Among patients undergoing incisional hernia repair, the use of mesh to reinforce the repair was associated with a lower risk of hernia recurrence over 5 years compared with when mesh was not used, although with long-term follow-up, the benefits attributable to mesh were offset in part by mesh-related complications, according to a study published online by JAMA. The study is being released to coincide with its presentation at the American College of Surgeons Clinical Congress 2016.
Elective incisional hernia repair is one of the most commonly performed general surgical operations. In the United States alone, there were about 190,000 inpatient abdominal wall hernia repairs performed in 2012. Prosthetic mesh is frequently used to reinforce the repair; it's done in at least half of the abdominal wall hernia repairs performed in the United States. The benefits of mesh for reducing the risk of hernia recurrence or the long-term risks of mesh-related complications are not known.
Dunja Kokotovic, M.B., and Frederik Helgstrand, M.D., D.M.Sc., of Zealand University Hospital, Køge, Denmark, and Thue Bisgaard, M.D., D.M.Sc., of Hvidovre Hospital, Hvidovre, Denmark, conducted a study that included 3,242 patients with elective incisional hernia repairs in Denmark from January 2007 to December 2010. The researchers compared outcomes for hernia repair using mesh performed by either open or laparoscopic techniques vs open repair without use of mesh.
Among the patients (average age, 59 years; 53 percent women), 1,119 underwent open mesh repair (35 percent), 366 had open nonmesh repair (11 percent), and 1,757 had laparoscopic mesh repair (54 percent). The median follow-up after open mesh repair was 59 months; after nonmesh open repair, 62 months; and after laparoscopic mesh repair, was 61 months. The researchers found that the risk of the need for repair for recurrent hernia following these initial hernia operations was lower for patients with open mesh repair (12 percent; risk difference, -4.8 percent) and for patients with laparoscopic mesh repair (10.6 percent; risk difference, -6.5 percent) compared with nonmesh repair (17.1 percent).

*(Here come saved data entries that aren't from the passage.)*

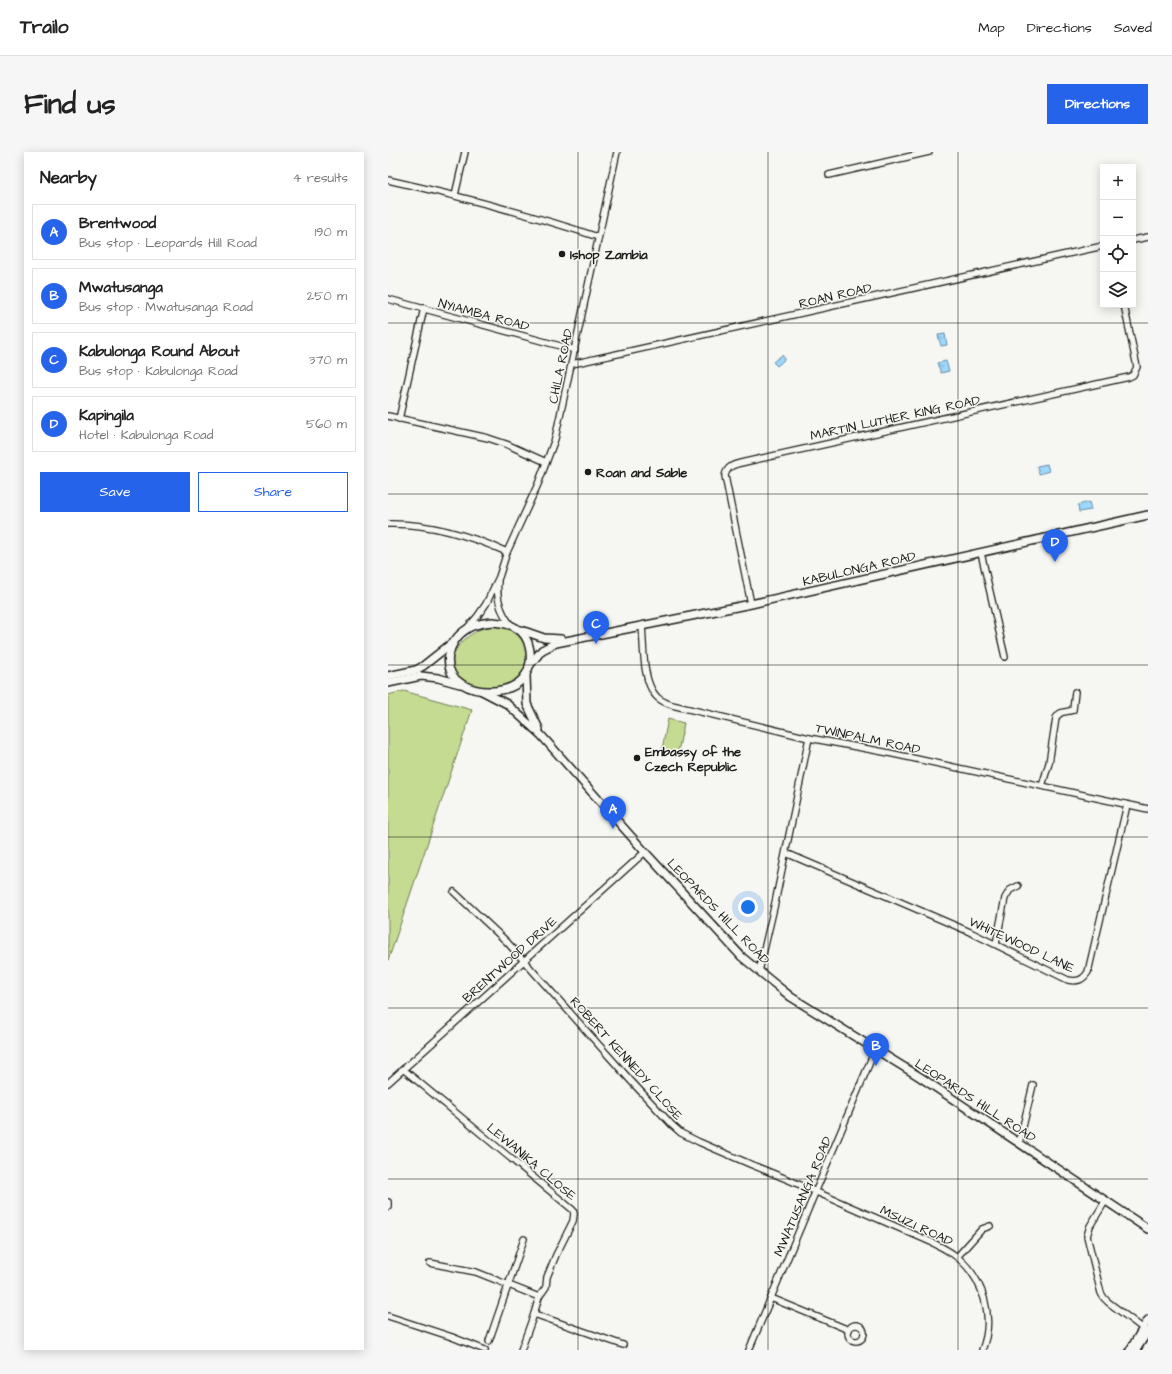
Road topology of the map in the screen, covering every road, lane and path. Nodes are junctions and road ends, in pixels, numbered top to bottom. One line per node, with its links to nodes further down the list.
1 (465, 152): 6 (street)
2 (617, 152): 8 (street, CHILA ROAD)
3 (929, 152): 4 (street)
4 (829, 175)
5 (388, 180): 6 (street)
6 (455, 195): 8 (street)
7 (1148, 236): 9 (street)
8 (598, 237): 14 (street, CHILA ROAD)
9 (1136, 239)
10 (1100, 247): 15 (street, ROAN ROAD)
11 (388, 299): 12 (street, NYIAMBA ROAD)
12 (424, 308): 14 (street, NYIAMBA ROAD); 17 (street)
13 (1125, 308): 24 (street, MARTIN LUTHER KING ROAD)
14 (575, 350): 15 (street, CHILA ROAD)
15 (572, 364): 18 (street, CHILA ROAD)
16 (388, 416): 17 (street)
17 (399, 419): 18 (street)
18 (546, 462): 21 (street, CHILA ROAD)
19 (1148, 515): 22 (main road, KABULONGA ROAD)
20 (388, 524): 21 (street)
21 (507, 552): 23 (street, CHILA ROAD)
22 (981, 553): 24 (main road, KABULONGA ROAD); 31 (street)
23 (499, 577): 25 (street, CHILA ROAD); 28 (street, CHILA ROAD)
24 (751, 604): 26 (main road, KABULONGA ROAD)
25 (510, 624): 27 (main road); 28 (main road)
26 (642, 626): 29 (main road, KABULONGA ROAD); 40 (street, TWINPALM ROAD)
27 (517, 628): 29 (main road, KABULONGA ROAD); 32 (main road)
28 (467, 629): 30 (main road)
29 (574, 639): 32 (main road, KABULONGA ROAD)
30 (453, 642): 34 (main road); 36 (main road)
31 (1006, 657)
32 (529, 666): 33 (main road)
33 (526, 675): 37 (main road); 39 (main road, LEOPARDS HILL ROAD)
34 (388, 676)
35 (388, 683): 36 (main road)
36 (463, 685): 37 (main road)
37 (482, 691): 39 (main road, LEOPARDS HILL ROAD)
38 (1075, 692): 41 (street)
39 (542, 735): 44 (main road, LEOPARDS HILL ROAD)
40 (809, 738): 41 (street, TWINPALM ROAD); 45 (street)
41 (1042, 786): 42 (street, TWINPALM ROAD)
42 (1127, 805): 43 (street, TWINPALM ROAD); 48 (street, WHITEWOOD LANE)
43 (1148, 809)
44 (645, 852): 49 (street, BRENTWOOD DRIVE); 50 (main road, LEOPARDS HILL ROAD)
45 (786, 853): 48 (street, WHITEWOOD LANE); 50 (street)
46 (1018, 886): 48 (street)
47 (454, 892): 49 (street, ROBERT KENNEDY CLOSE)
48 (996, 944)
49 (524, 960): 52 (street, BRENTWOOD DRIVE); 56 (street, ROBERT KENNEDY CLOSE)
50 (759, 971): 51 (main road, LEOPARDS HILL ROAD)
51 (875, 1050): 55 (main road, LEOPARDS HILL ROAD); 56 (street, MWATUSANGA ROAD)
52 (403, 1069): 53 (street, BRENTWOOD DRIVE); 66 (street, LEWANIKA CLOSE)
53 (388, 1083)
54 (1033, 1084): 55 (street)
55 (1019, 1143): 57 (main road, LEOPARDS HILL ROAD)
56 (816, 1192): 63 (street, MSUZI ROAD); 67 (street, MWATUSANGA ROAD)
57 (1106, 1200): 61 (main road, LEOPARDS HILL ROAD); 72 (street)
58 (388, 1202): 59 (street)
59 (388, 1208)
60 (990, 1226): 63 (street)
61 (1148, 1229)
62 (524, 1238): 65 (street)
63 (957, 1257): 78 (street, MSUZI ROAD)
64 (430, 1263): 65 (street)
65 (508, 1285): 66 (street); 73 (street)
66 (539, 1297): 68 (street)
67 (771, 1298): 71 (street); 77 (street, MWATUSANGA ROAD)
68 (534, 1314): 74 (street); 76 (street)
69 (388, 1316): 75 (street)
70 (1148, 1320): 72 (main road)
71 (849, 1330)
72 (1146, 1330): 79 (main road); 80 (main road)
73 (488, 1341)
74 (623, 1345)
75 (485, 1350)
76 (521, 1350)
77 (749, 1350)
78 (982, 1350)
79 (1130, 1350)
80 (1136, 1350)

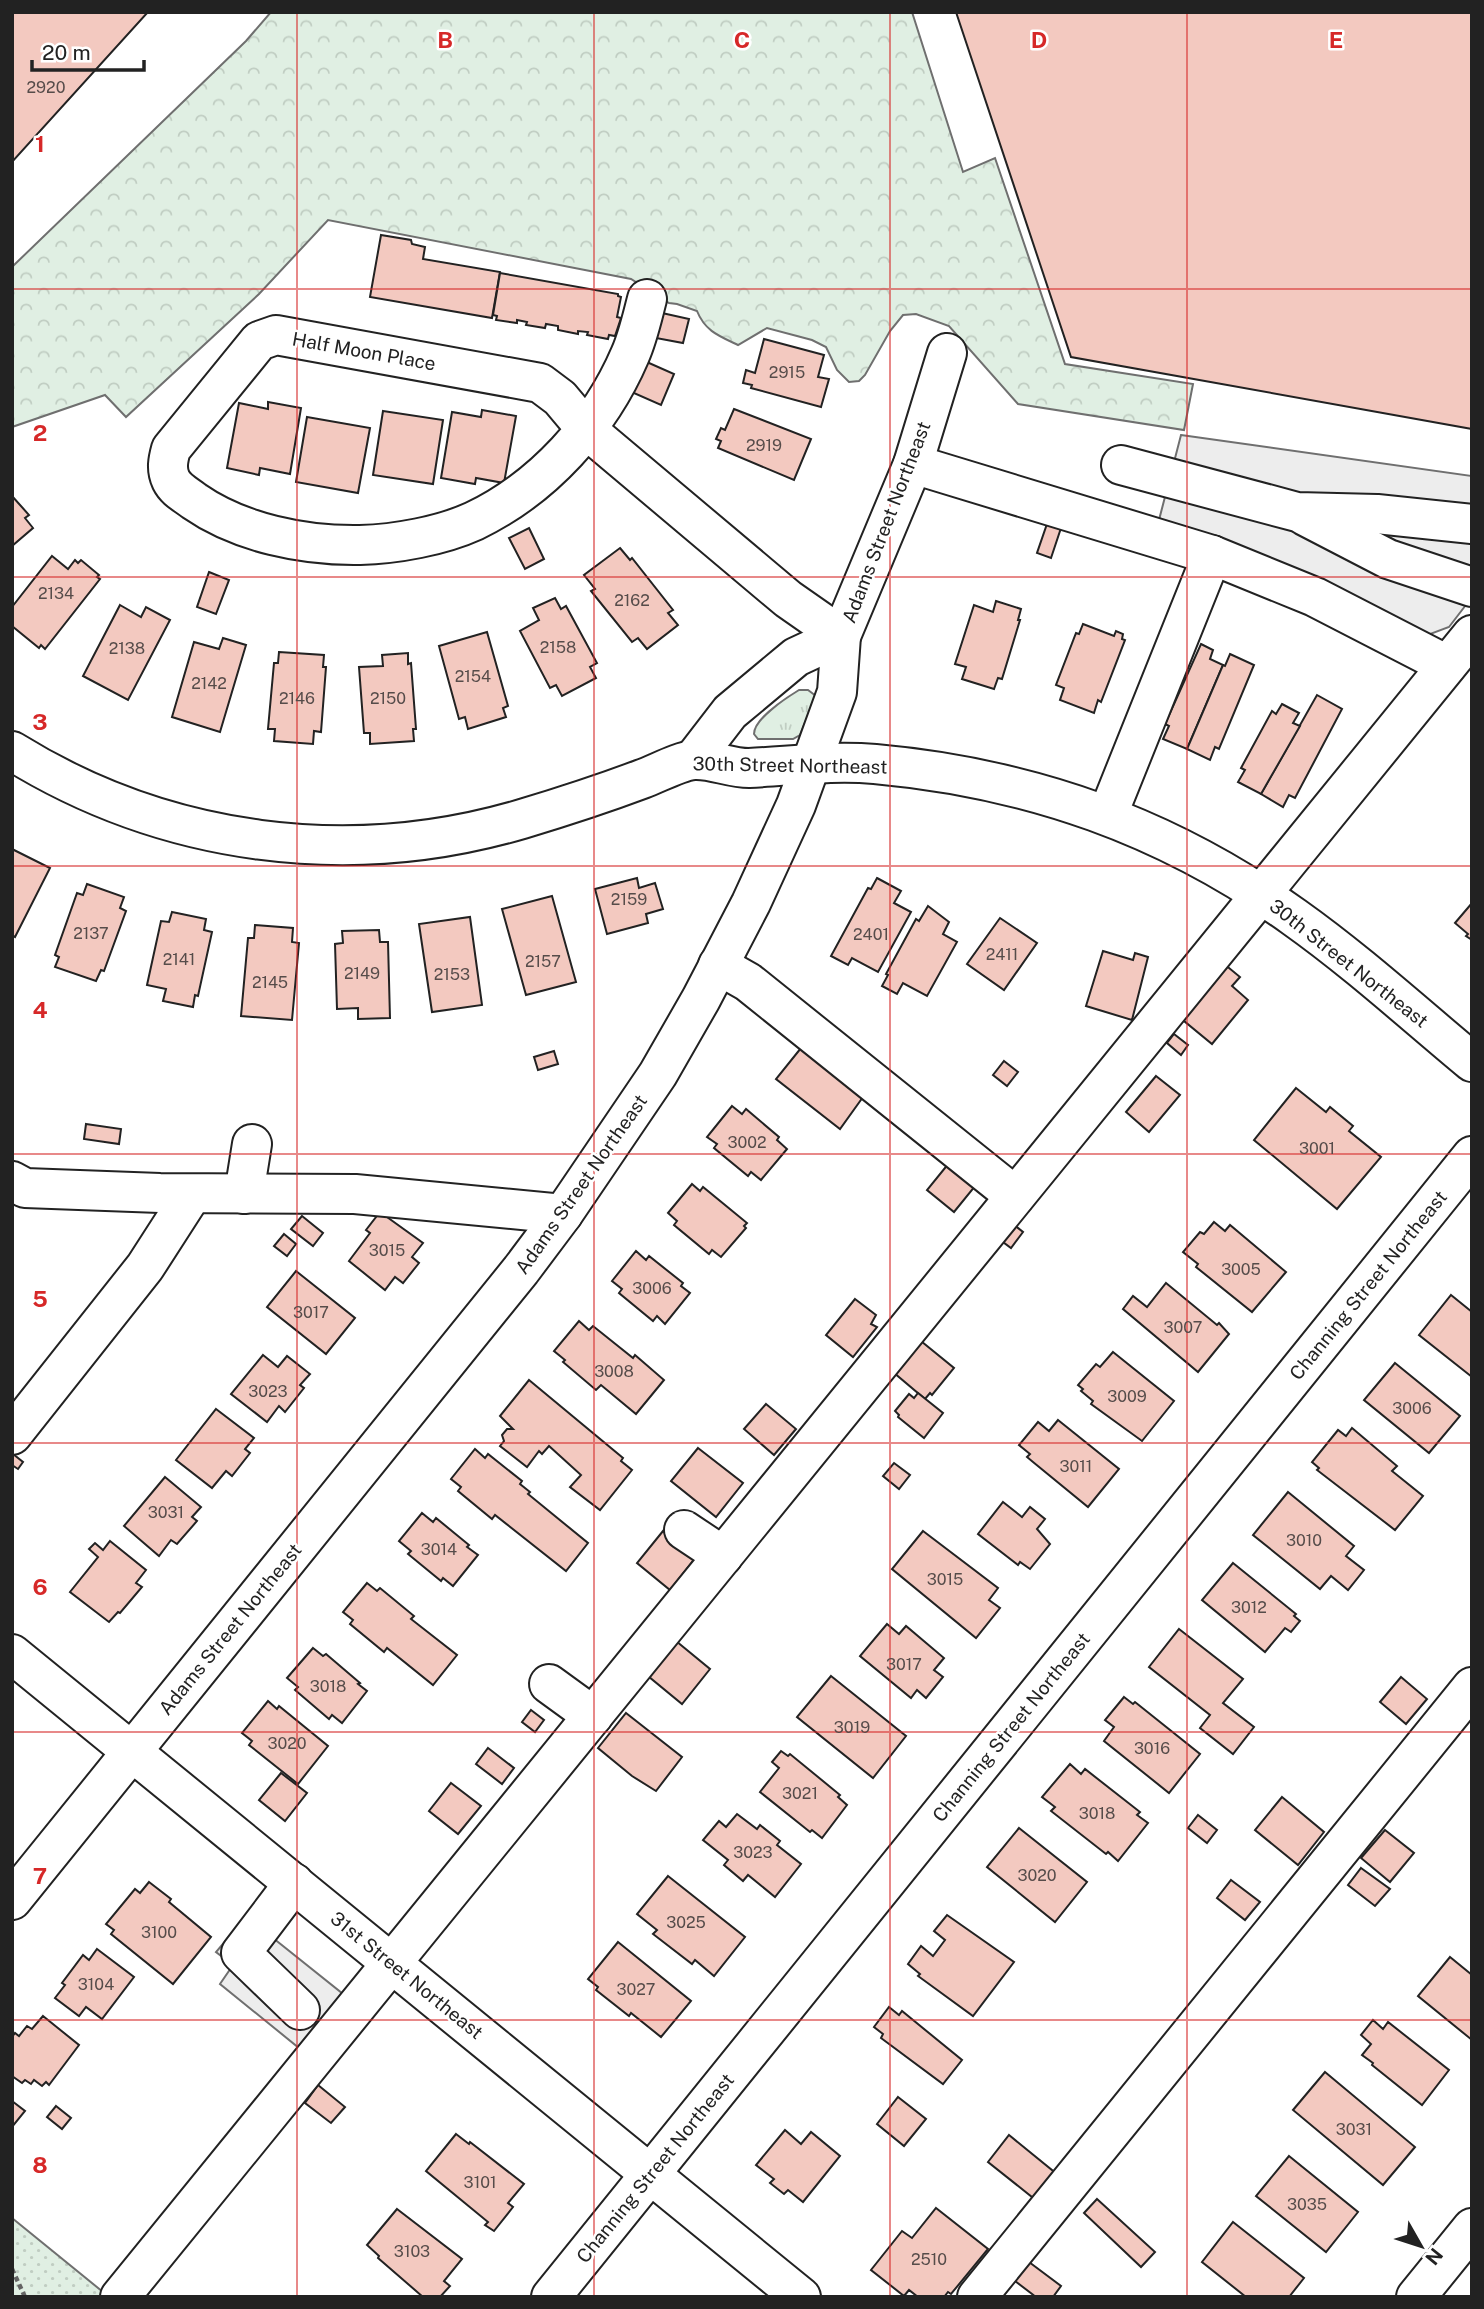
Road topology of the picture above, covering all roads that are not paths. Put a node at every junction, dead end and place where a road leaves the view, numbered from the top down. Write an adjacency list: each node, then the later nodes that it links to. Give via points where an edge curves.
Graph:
1 (647, 299): 3 (street, Half Moon Place, via 631,355)
2 (947, 353): 4 (street, Adams Street Northeast)
3 (586, 429): 3 (street, Half Moon Place, via 523,492 472,522 414,540 360,545 306,542 252,529 206,509 175,488 167,464 171,449 260,341 276,335 540,383 560,398); 11 (street, Half Moon Place, via 788,599)
4 (913, 464): 8 (street); 11 (street, Adams Street Northeast)
5 (1121, 465): 6 (street)
6 (1297, 512): 7 (street); 9 (street, via 1388,559)
7 (1472, 524)
8 (1212, 555): 12 (street, via 1315,597); 16 (street)
9 (1472, 587)
10 (1472, 635): 12 (street)
11 (841, 636): 14 (street, via 796,657 730,712); 15 (street, Adams Street Northeast, via 837,692)
12 (1447, 665): 17 (street)
13 (12, 751): 14 (street, 30th Street Northeast, via 105,800 180,825 285,844 352,846 425,841 489,828)
14 (693, 760): 15 (street, 30th Street Northeast, via 742,768)
15 (813, 764): 16 (street, 30th Street Northeast, via 876,764 941,772); 18 (street, Adams Street Northeast, via 757,891)
16 (1108, 814): 17 (street, 30th Street Northeast, via 1181,848)
17 (1260, 894): 19 (street, 30th Street Northeast, via 1312,930); 25 (street)
18 (718, 965): 25 (street, via 748,982); 26 (street, Adams Street Northeast, via 658,1074)
19 (1472, 1062)
20 (253, 1144): 24 (street)
21 (1472, 1156): 39 (street, Channing Street Northeast)
22 (12, 1181): 23 (street, via 25,1188)
23 (192, 1194): 24 (street); 27 (street, via 145,1267)
24 (244, 1194): 26 (street, via 355,1194)
25 (1016, 1196): 29 (street)
26 (563, 1214): 34 (street, Adams Street Northeast)
27 (12, 1435)
28 (684, 1530): 29 (street)
29 (723, 1556): 33 (street)
30 (12, 1654): 34 (street, 31st Street Northeast)
31 (549, 1684): 33 (street)
32 (1472, 1687): 44 (street)
33 (593, 1716): 37 (street)
34 (131, 1751): 35 (street, 31st Street Northeast); 36 (street, Adams Street Northeast)
35 (294, 1883): 37 (street, 31st Street Northeast); 38 (street, via 241,1953)
36 (12, 1900)
37 (392, 1963): 39 (street, 31st Street Northeast); 41 (street)
38 (300, 2010)
39 (651, 2173): 42 (street, Channing Street Northeast); 43 (street, 31st Street Northeast)
40 (1472, 2228): 45 (street)
41 (120, 2297)
42 (551, 2297)
43 (801, 2297)
44 (977, 2297)
45 (1416, 2297)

For the entirety of the follow-up duration, there were a progressively increasing number of mesh-related complications (such as bowel obstruction, bowel perforation, bleeding, late abscess) for both open and laparoscopic procedures. At 5 years of follow-up, the cumulative incidence of mesh-related complications was 5.6 percent for patients who underwent open mesh hernia repair and 3.7 percent for patients who underwent laparoscopic mesh repair. The long-term repair-related complication rate for patients with an initial nonmesh repair was 0.8 percent (open nonmesh repair vs open mesh repair: risk difference, 5.3 percent; open nonmesh repair vs laparoscopic mesh repair: risk difference, 3.4 percent).
"Mesh implantation prevented the need for subsequent reoperation in relatively few patients, suggesting that the benefits associated with the use of mesh are partially offset by long-term complications associated with its use. This observation, however, should be interpreted with caution because of the risk of selection bias. Larger, more complicated hernias are likely to be repaired with mesh, and small, simple hernias with little likelihood of long-term problems tend to be repaired without mesh," the authors write.
"The present study highlights the need to assess the long-term safety of interventions before making definitive conclusions about their benefits. Demonstration of long-term safety is required for drugs in the United States but not for some devices, such as hernia meshes, which are not subject to similarly strict documentation. In the United States, most hernia mesh is approved for use by the 510(k) mechanism. This requires only that these materials have similarity to existing products on the market without the need for clinical trials to demonstrate safety or efficacy. Thus, the complete spectrum for the risks and benefits of mesh used to reinforce hernia repair is not known because there are very few clinical trial data reporting hernia outcomes as they pertain to mesh utilization. This highlights the need for more long-term studies of mesh repair using high-quality registries such as the one in Denmark."
"Although the study by Kokotovic and colleagues is one of the most comprehensive long-term studies in hernia surgery, many questions remain about the optimal approach for repairing ventral hernia," writes Kamal M. F. Itani, M.D., of the VA Boston Health Care System, Boston University, West Roxbury, Mass., in an accompanying editorial.
"To provide more rigorous data to better understand optimal approaches to this common clinical problem, surgeons will need to design large multicenter pragmatic trials with long-term follow-up. When commercial entities want to test a product, they should fund an independent research group to conduct the trial to avoid the perception of bias. Because hernia is so common and the evidence base supporting its treatment is so limited, there is a pressing need to design, fund, and conduct these trials."